I never liked the streetcar for this same reason especially because the counterargument is not really credible in this case.  The logic of the streetcar investment rests on the creation of a self-sustaining industry in the future.  It could happen - but I suspect that the streetcar demand domestically is not going to be enough to see it mature and scale up to something viable.

What we end up doing is overpaying in both time and money for streetcars whose quality is probably not as good as the Slovakian ones currently in operation.  But local jobs!, cry the critics - what about all the great jobs.  To which the rejoinder is familiar: pay a whole lot less in public money for the streetcar and invest the extra in education, infrastructure, etc. that will lead to overall economic improvement.

Finally there is Nike, which shared a little of the same policy question: should you bet public money on this risky venture.  To which I argued yes (from the perspective of the City of Portland).  With Nike you were on as safe territory as you can get company-wise, the bet was on how other private investments in the surrounding areas would evolve. I thought it a pretty good gamble.

Which all leads back to the modern reality that policy makers are increasingly involved in game-theoretic decisions - how much public investment to make in trying to lure companies, sustain companies, and create companies.   The reality is the world now works this way and taking the high road and not offering anything will probably mean communities lose out on investment.  
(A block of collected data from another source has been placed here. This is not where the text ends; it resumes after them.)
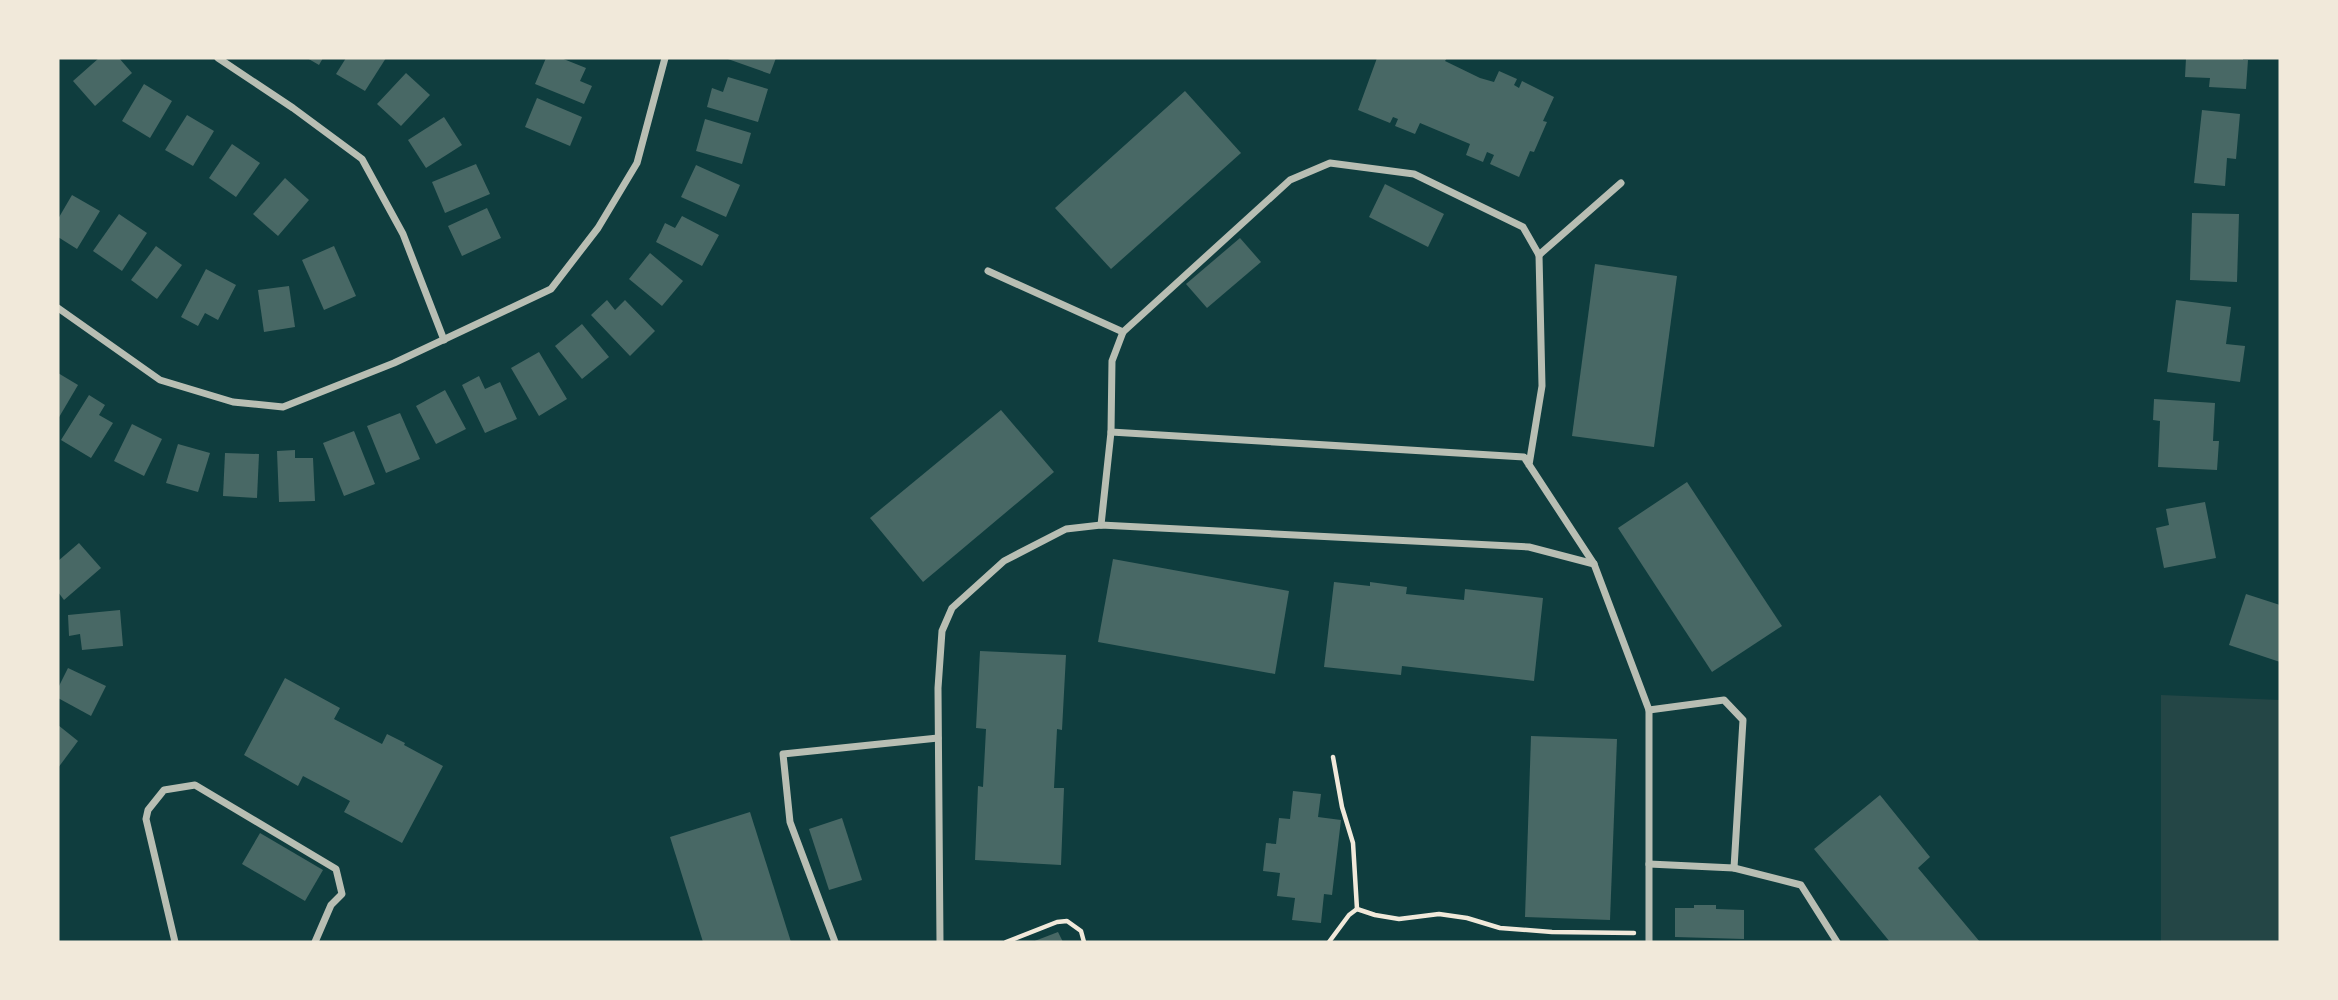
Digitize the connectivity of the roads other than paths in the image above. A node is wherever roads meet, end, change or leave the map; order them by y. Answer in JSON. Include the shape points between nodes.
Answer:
{"nodes":[{"id":1,"x":218,"y":58,"type":"edge"},
{"id":2,"x":665,"y":58,"type":"edge"},
{"id":3,"x":1621,"y":183,"type":"dead end"},
{"id":4,"x":1539,"y":255,"type":"junction"},
{"id":5,"x":988,"y":271,"type":"dead end"},
{"id":6,"x":58,"y":308,"type":"edge"},
{"id":7,"x":1123,"y":332,"type":"junction"},
{"id":8,"x":444,"y":340,"type":"junction"},
{"id":9,"x":1111,"y":432,"type":"junction"},
{"id":10,"x":1530,"y":465,"type":"junction"},
{"id":11,"x":1101,"y":524,"type":"junction"},
{"id":12,"x":1594,"y":564,"type":"junction"},
{"id":13,"x":1649,"y":710,"type":"junction"},
{"id":14,"x":938,"y":738,"type":"junction"},
{"id":15,"x":1649,"y":864,"type":"junction"},
{"id":16,"x":1734,"y":868,"type":"junction"},
{"id":17,"x":175,"y":942,"type":"edge"},
{"id":18,"x":315,"y":942,"type":"edge"},
{"id":19,"x":835,"y":942,"type":"edge"},
{"id":20,"x":940,"y":942,"type":"edge"},
{"id":21,"x":1649,"y":942,"type":"edge"},
{"id":22,"x":1837,"y":942,"type":"edge"}],
"edges":[{"from":1,"to":8,"type":"street","via":[[362,159],[403,234]]},
{"from":2,"to":8,"type":"street","via":[[637,163],[598,228],[551,289]]},
{"from":3,"to":4,"type":"street"},
{"from":4,"to":7,"type":"street","via":[[1523,227],[1414,174],[1330,163],[1290,180]]},
{"from":4,"to":10,"type":"street","via":[[1542,386]]},
{"from":5,"to":7,"type":"street"},
{"from":6,"to":8,"type":"street","via":[[160,380],[233,402],[283,407]]},
{"from":7,"to":9,"type":"street","via":[[1112,361]]},
{"from":9,"to":10,"type":"street","via":[[1524,457]]},
{"from":9,"to":11,"type":"street"},
{"from":10,"to":12,"type":"street"},
{"from":11,"to":12,"type":"street","via":[[1529,547]]},
{"from":11,"to":14,"type":"street","via":[[1066,529],[1004,561],[952,608],[942,631]]},
{"from":12,"to":13,"type":"street"},
{"from":13,"to":15,"type":"street"},
{"from":13,"to":16,"type":"street","via":[[1724,701],[1743,720]]},
{"from":14,"to":19,"type":"street","via":[[783,754],[790,822]]},
{"from":14,"to":20,"type":"street"},
{"from":15,"to":16,"type":"street"},
{"from":15,"to":21,"type":"street"},
{"from":16,"to":22,"type":"street","via":[[1801,885]]},
{"from":17,"to":18,"type":"street","via":[[146,819],[164,790],[195,785],[336,869],[342,894],[331,905]]}]}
But it will always be a game and a risky one at that.  And in the press we will hear disproportionately about the failures, because they are easy to notice. But policy makers don't want to get caught chasing their tail, always offering greater and greater incentives because in game theory reputation matters and if you get a reputation as an easy mark, the other players will start holding out for more.

Wednesday, April 17, 2013

Left on Red

I find this little article from Joe Rose on left turns on red very funny.  I remember when I returned to Oregon after a long absence (they still had me in the system and so the re-issued my ODL with my old number - I liked that, I still remembered it) I had to take the written driver's test to get my ODL.  Well, in fact it was the computer test, but anyway I remember reading through the manual and reading the same law that allows a vehicle in Oregon to take a left turn from a two-way street onto a one-way street on a red light (arrow or not).  I was amazed.  I always knew you could do a left on red from a one-way to a one-way but not this.  In Corvallis, I often found myself at the intersection of Western and 3rd, facing east (or west on Western at 4th - same deal).  I still do.  Here is the picture of the intersection:

Now, you can, legally turn on red here.  But I have NEVER seen anyone do it.  And I have never had the courage to do it myself - it just feels too wrong.

So why do I mention this.  Well, I think its funny, but I also think this is an example of how social norms can effect our decisions in a way that is not often talked about by economists.  Clearly, turning left on red is better for me than waiting for the light to turn (assuming I can do it safely).  But my conditioning and the fact that I am sure folks will think I am recklessly braking the law keeps me from doing it.  So in the end my optimal decision is to wait.

Which is really neither here nor there in terms of the law, but it does seem that if the norm is so strong that no one turns anyway, perhaps the law should follow the norm.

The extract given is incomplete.